A guy once won the lottery because he figured out all the possible number combinations and bought every possible combination. He figured out that the amount he’d spend on tickets was less than the prize. And when you have every possible ticket, you’re guaranteed to win.

The guy is Stefan Mandel, and he won the lottery 14 times. He would get people to invest (put in) enough money to buy all the combinations of numbers. Then they would wait until the jackpot was high enough for everyone to make some money. Buy every possible combination. Profit.

This sort of scheme is against the rules now for almost every lottery, so don’t ask your parents to help you out. Also, the big lotteries have made it so there are so many possible combinations of numbers that you could never buy enough tickets to make a profit. Sorry.

The math behind Mandel’s lottery scheme is the study of permutations and combinations. So what’s a permutation? What’s a combination? What’s the difference between the two?
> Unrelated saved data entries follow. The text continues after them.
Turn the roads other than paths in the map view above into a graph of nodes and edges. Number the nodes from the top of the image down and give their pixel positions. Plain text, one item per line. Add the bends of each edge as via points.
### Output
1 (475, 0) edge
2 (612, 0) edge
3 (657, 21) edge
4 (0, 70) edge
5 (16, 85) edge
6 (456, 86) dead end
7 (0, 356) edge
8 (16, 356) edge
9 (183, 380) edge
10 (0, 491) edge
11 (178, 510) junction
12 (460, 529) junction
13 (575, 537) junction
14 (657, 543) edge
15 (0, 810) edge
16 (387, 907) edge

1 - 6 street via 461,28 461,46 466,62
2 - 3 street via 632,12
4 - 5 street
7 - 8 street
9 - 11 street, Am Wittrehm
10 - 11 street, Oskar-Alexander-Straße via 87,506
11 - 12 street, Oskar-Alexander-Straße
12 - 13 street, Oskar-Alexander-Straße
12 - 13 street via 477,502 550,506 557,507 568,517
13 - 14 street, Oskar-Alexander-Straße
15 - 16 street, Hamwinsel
Let’s start with combinations. Simply put, it is a group. Mary, Bob, and Tina is a combination of three friends. Tina, Mary and Bob are the same combination. Or 0123 is the same combination as 3201.
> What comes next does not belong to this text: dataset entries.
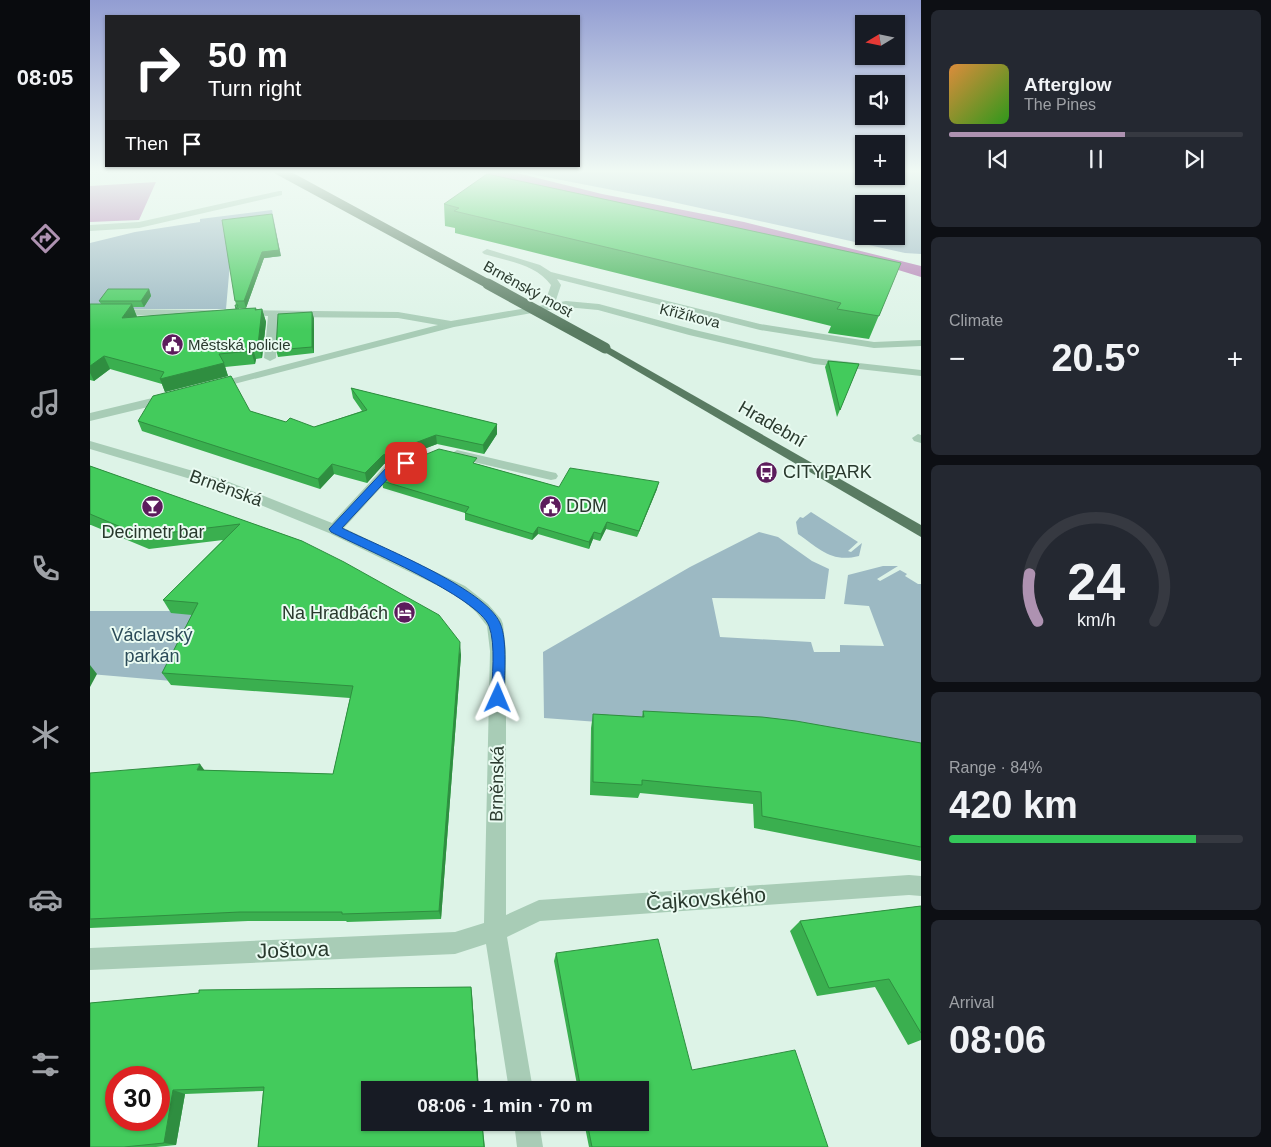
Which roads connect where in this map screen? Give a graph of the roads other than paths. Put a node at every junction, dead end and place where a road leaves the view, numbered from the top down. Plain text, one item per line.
1 (145, 224) edge
2 (376, 224) edge
3 (90, 228) edge
4 (487, 252) edge
5 (548, 274) junction
6 (548, 307) junction
7 (90, 312) edge
8 (273, 313) junction
9 (453, 324) junction
10 (921, 343) edge
11 (605, 348) joint
12 (270, 358) dead end
13 (921, 373) edge
14 (200, 390) edge
15 (182, 394) edge
16 (90, 417) edge
17 (90, 444) edge
18 (448, 452) edge
19 (422, 456) edge
20 (551, 476) dead end
21 (334, 529) junction
22 (921, 532) edge
23 (915, 885) edge
24 (495, 931) junction
25 (90, 959) edge
26 (520, 1081) edge
27 (527, 1131) edge
28 (530, 1147) edge

1 - 3 street
2 - 11 main road, Brněnský most, bridge
4 - 5 street
5 - 6 street
5 - 10 street
6 - 9 street, Křižíkova
6 - 13 street, Křižíkova
7 - 8 street, Křižíkova
8 - 9 street, Křižíkova
8 - 12 street
9 - 14 street, Křižíkova
11 - 22 main road, Hradební
15 - 16 street
17 - 21 street, Brněnská
18 - 20 street
19 - 21 street
21 - 24 street, Brněnská
23 - 24 street, Čajkovského
24 - 25 street, Joštova
24 - 26 street, Brněnská
27 - 28 street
A permutation is a specific group within a combination. Mary, Bob and Tina is a different permutation than Tina, Mary, and Bob. See?

Think about it like your locker at school. The dial probably goes from 0 to 30. If the code to unlock your locker is 15-7-28, you have to use that permutation to open it. Not just any combination of 7, 15, and 28 will open the locker.

So what if you wanted to sneak into your friend’s locker? How many possible codes could there be? With a typical school lock, it would be 27,000 possible codes!

How do we get that number? By calculating 30³, that is 30 to the third power, or 30 x 30 x 30!

Mandel did this and found the lottery had about five million possible numbers. So if each ticket was a dollar and the jackpot was ten million, he’d double the money! Next, he went about writing a computer program to print off every possible permutation.

Mandel had a team of people going around all over buying ten thousand tickets at a time. And it worked! Mandel’s idea won! The only problem was the state didn’t like it. It took four years for lawyers to argue that they did technically win fair and square. No rule had been made about buying all the numbers.

So it turns out that math can be enriching. Get it? Enriching, because you can win the lottery and get rich. Bad jokes aside, understanding how math works outside of normal everyday addition, subtraction, multiplication, and division can be very useful. From opening your locker after winter break, to computer security, building databases, and hacking the lottery, understanding permutations and finding all of them is important.